Software Is Shifting Again: Building in the AI Era
If you are entering software right now, you are walking into a field that is changing at the foundation. The day to day work still looks familiar, repositories, tickets, deployments, bugs, roadmaps, but the underlying production model is being rewritten. What software is, how it gets built, and who can build it are all expanding at the same time.

This is not a single transition. It is a layering of new paradigms on top of old ones. The result is a bigger surface area for builders and a larger backlog of work for the industry, systems to rewrite, products to reimagine, and workflows to redesign so they can function in a world where AI is not a feature, but a primitive.

This post is a practical framing for that shift, three software paradigms, why AI behaves less like a library and more like a platform, what good AI products actually look like in practice, and why the next wave of software will be designed for both humans and machine agents.


Three Paradigms Are Now Shipping Side by Side

For decades, most software fell into one main category, human authored instructions executed by machines. That category is still enormous and will remain so. But it is no longer the only dominant way that behavior gets encoded into systems.

A useful mental model is to think in three paradigms that increasingly coexist within the same products.

1) Explicit software (logic first)

This is traditional engineering. Code expresses the rules. It is predictable, inspectable, and testable. It shines when you need correctness, determinism, and tight control over edge cases.

2) Learned software (data first)

Here, behavior is captured through training. You do not hardcode the decision boundaries. You shape them indirectly through data, architecture, and optimization. Instead of shipping only source code, you ship trained parameters and supporting pipelines.
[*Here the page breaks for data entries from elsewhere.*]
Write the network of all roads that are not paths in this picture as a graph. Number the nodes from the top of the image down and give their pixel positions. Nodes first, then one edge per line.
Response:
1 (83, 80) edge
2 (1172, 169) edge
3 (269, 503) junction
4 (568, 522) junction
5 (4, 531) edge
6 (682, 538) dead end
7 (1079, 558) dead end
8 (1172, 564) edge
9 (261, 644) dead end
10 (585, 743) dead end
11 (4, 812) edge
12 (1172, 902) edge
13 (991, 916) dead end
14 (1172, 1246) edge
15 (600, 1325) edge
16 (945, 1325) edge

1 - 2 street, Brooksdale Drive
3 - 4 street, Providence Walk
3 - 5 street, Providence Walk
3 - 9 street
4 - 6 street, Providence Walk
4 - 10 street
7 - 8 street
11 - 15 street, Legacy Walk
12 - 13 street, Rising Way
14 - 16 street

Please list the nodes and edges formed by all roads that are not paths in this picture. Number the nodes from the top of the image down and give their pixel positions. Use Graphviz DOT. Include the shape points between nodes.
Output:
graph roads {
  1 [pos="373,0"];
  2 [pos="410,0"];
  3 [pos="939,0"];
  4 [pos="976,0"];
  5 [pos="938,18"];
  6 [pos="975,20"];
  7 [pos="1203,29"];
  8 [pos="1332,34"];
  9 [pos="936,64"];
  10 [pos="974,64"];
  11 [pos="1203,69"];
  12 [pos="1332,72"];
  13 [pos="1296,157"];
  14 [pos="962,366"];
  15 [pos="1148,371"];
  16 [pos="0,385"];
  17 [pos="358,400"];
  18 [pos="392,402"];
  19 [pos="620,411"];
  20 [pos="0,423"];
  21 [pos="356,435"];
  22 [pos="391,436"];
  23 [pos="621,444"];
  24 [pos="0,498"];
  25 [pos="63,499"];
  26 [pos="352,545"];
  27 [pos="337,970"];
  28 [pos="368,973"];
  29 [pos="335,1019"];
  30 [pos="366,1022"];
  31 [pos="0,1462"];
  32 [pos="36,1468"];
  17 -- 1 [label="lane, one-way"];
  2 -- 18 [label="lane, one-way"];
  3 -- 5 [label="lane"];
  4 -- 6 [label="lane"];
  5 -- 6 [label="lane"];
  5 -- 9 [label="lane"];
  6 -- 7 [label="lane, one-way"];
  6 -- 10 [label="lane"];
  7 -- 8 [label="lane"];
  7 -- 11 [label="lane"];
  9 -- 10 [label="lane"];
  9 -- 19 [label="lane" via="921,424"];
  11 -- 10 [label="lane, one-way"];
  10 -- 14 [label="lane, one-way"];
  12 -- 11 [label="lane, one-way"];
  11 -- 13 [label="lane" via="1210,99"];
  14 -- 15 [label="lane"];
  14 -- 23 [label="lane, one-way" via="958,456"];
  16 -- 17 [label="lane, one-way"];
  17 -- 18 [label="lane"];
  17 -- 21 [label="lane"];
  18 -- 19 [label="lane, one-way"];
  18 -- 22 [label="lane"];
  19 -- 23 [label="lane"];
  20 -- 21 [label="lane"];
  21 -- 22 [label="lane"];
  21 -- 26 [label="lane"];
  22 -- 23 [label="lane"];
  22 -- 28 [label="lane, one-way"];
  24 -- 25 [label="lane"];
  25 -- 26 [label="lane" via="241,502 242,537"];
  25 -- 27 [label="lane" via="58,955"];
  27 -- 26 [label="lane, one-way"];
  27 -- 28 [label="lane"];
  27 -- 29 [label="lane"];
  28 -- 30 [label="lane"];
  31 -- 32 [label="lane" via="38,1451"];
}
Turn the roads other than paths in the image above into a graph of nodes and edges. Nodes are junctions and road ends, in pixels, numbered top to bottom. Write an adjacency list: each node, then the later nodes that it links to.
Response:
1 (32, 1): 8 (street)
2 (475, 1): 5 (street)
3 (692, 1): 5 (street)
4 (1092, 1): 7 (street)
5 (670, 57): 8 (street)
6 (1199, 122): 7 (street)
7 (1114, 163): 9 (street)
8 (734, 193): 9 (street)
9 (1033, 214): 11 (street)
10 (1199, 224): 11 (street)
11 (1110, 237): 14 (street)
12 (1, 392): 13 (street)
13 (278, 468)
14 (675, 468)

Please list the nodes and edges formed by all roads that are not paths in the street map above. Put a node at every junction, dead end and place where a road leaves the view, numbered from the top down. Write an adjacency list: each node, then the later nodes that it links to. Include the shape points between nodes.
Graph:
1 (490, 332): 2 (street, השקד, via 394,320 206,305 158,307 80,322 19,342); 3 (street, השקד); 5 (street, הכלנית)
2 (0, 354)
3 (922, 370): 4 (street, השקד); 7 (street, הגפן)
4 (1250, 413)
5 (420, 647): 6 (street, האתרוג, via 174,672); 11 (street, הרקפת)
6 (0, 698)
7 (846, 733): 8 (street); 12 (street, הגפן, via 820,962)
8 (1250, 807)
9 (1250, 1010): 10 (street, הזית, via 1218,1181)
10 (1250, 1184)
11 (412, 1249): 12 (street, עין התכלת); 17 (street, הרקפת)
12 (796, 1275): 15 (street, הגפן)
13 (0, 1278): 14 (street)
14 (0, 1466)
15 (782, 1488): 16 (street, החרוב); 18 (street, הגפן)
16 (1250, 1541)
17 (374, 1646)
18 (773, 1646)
3) Language driven software (intent first)

In this paradigm, you program behavior by providing context, instructions, and constraints in natural language. The code is partially expressed as prompts, structured examples, and tool orchestration. Instead of translating your intent into formal logic up front, you iteratively steer a general purpose reasoning system toward the output you need.

In practice, modern systems increasingly blend all three.

  • Core logic remains explicit
  • Perception and fuzzy judgment become learned
  • Flexible orchestration and productivity layers become language driven

A key skill shift follows. Engineers are no longer only writing code. They are also shaping data, defining constraints, managing context, and designing human verification loops.


AI Is Becoming a Platform, Not a Feature

Most teams initially treat AI as an add on, a chat widget, a summarizer, a smart button. That approach works for incremental wins, but it undershoots where the ecosystem is moving.

The more durable pattern is that AI becomes a platform layer, something closer to an operating substrate that many applications can target. It behaves like a shared capability that products call into, route between, and build abstractions on top of.

This has several implications.

  • The model is only one component. Real products depend on retrieval, tool use, guardrails, memory, multimodality, evaluation, and governance.
  • Switching costs matter. When multiple providers and model families compete, the product advantage shifts to orchestration, UX, and reliability rather than raw model quality alone.
  • Reliability expectations rise. When AI is integrated into core work, outages degrade productivity in a way that feels like losing a utility, not because AI is electricity, but because it becomes embedded in everyday cognitive workflows.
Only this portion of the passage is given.